Stepping into the race series car (more correctly, squeezing in past the rollcage), we reckon the car looks mostly standard. The MoTec dash display is hi-tech, the seat is Supercars-style supportive but the 86 still starts and runs like a road car.
The exhaust sounds nothing like a Subaru and far more like an in-line Toyota. "Yes, we did a lot of work on that," Bates says.
The 86 racer sits flat, has great grip and brilliant brakes but retains all the feedback and enjoyment of the road car.
It still slides through corners but it's not nailed-down by full slick racing tyres. Its suspension compliance ensures the driver can feel what's happening and tickle the car to their taste.
The father of the 86, Tetsuya Tada, has a giant smile after a couple of hot laps at the wheel.
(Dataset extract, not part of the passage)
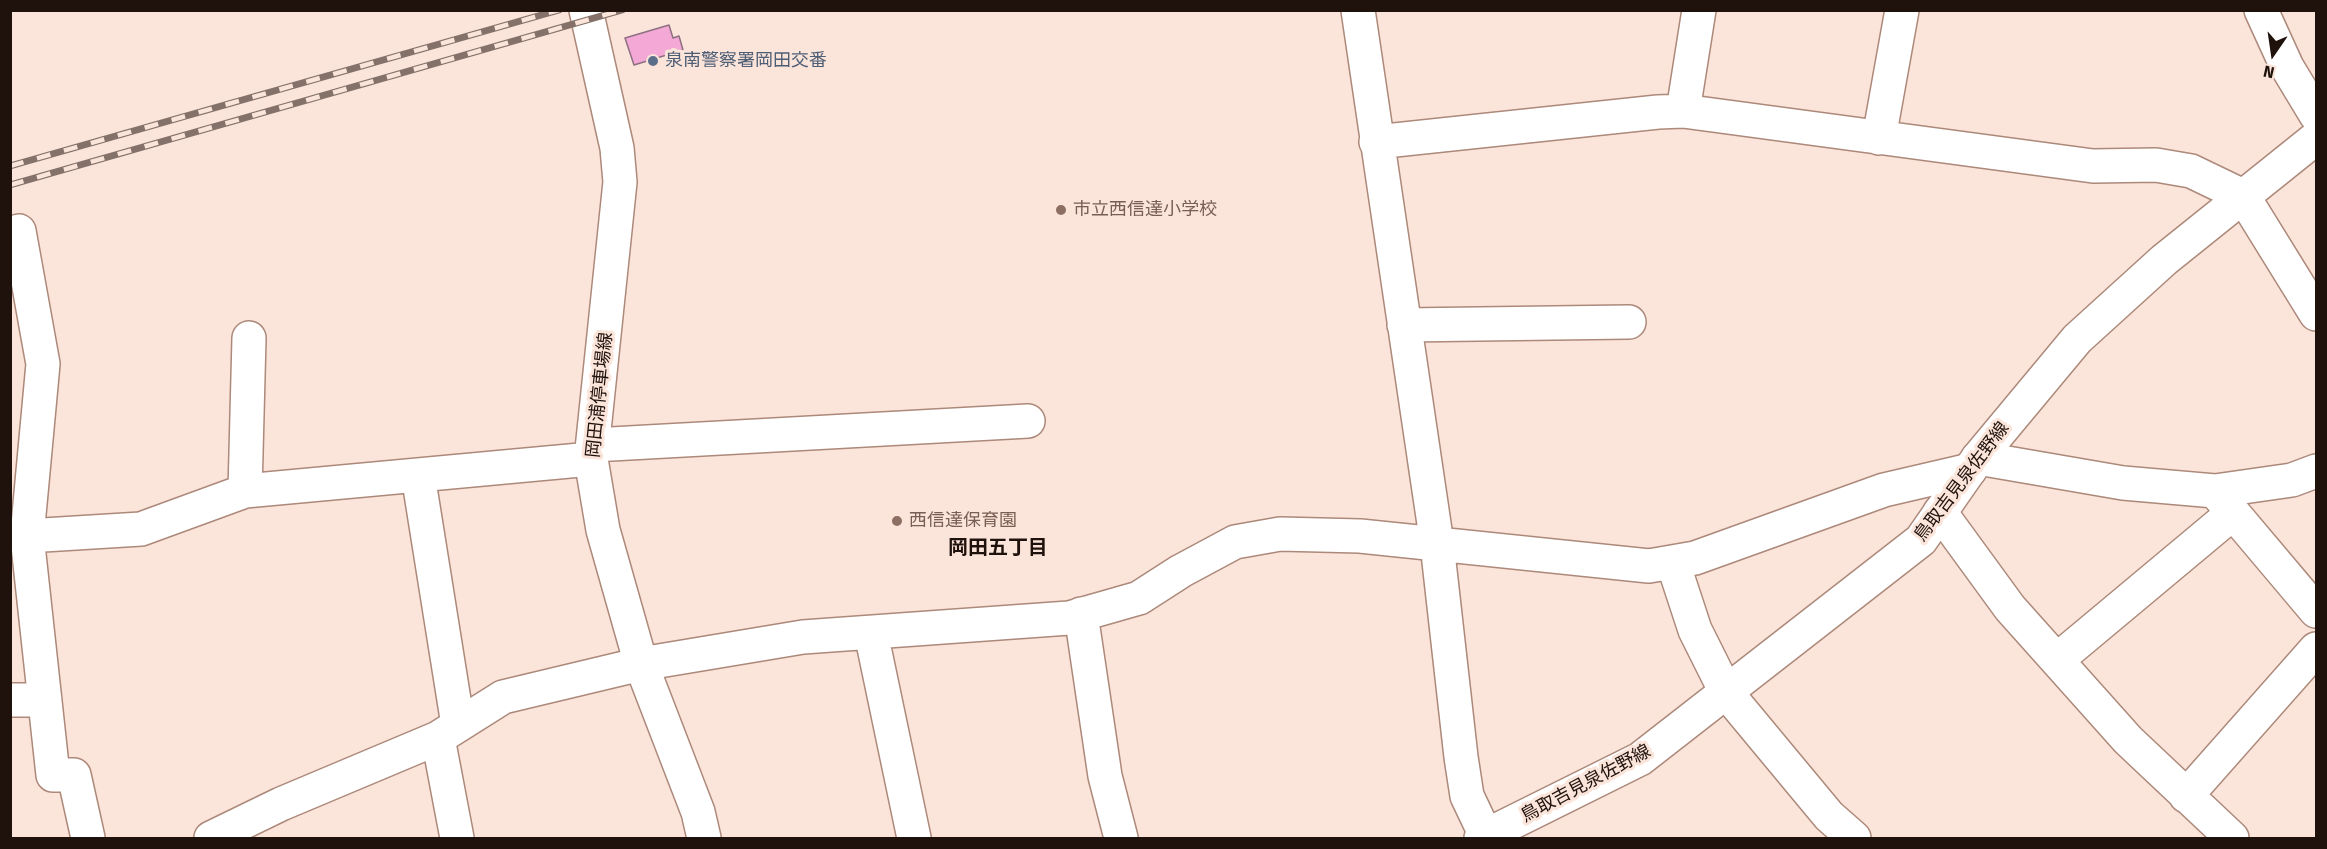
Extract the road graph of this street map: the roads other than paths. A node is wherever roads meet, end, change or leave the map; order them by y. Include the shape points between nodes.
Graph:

I like the car a lot. It could handle more power and a snappier feel to the engine but even F1 pilots always ask for more go. I'm having fun at my own pace, then Bates jumps behind wheel. "OK for full speed?" he asks, already knowing the answer.
So he gives it everything and I can see that the 86 racer will be challenging and rewarding in equal doses. In just over a week, 35 cars will be on the starting grid at Winton Raceway. Who will do best among the rookies and against Glenn Seton?
As for Tada, he likes the 86 racer so much that he bought Bates's first car and is having it shipped home to Japan.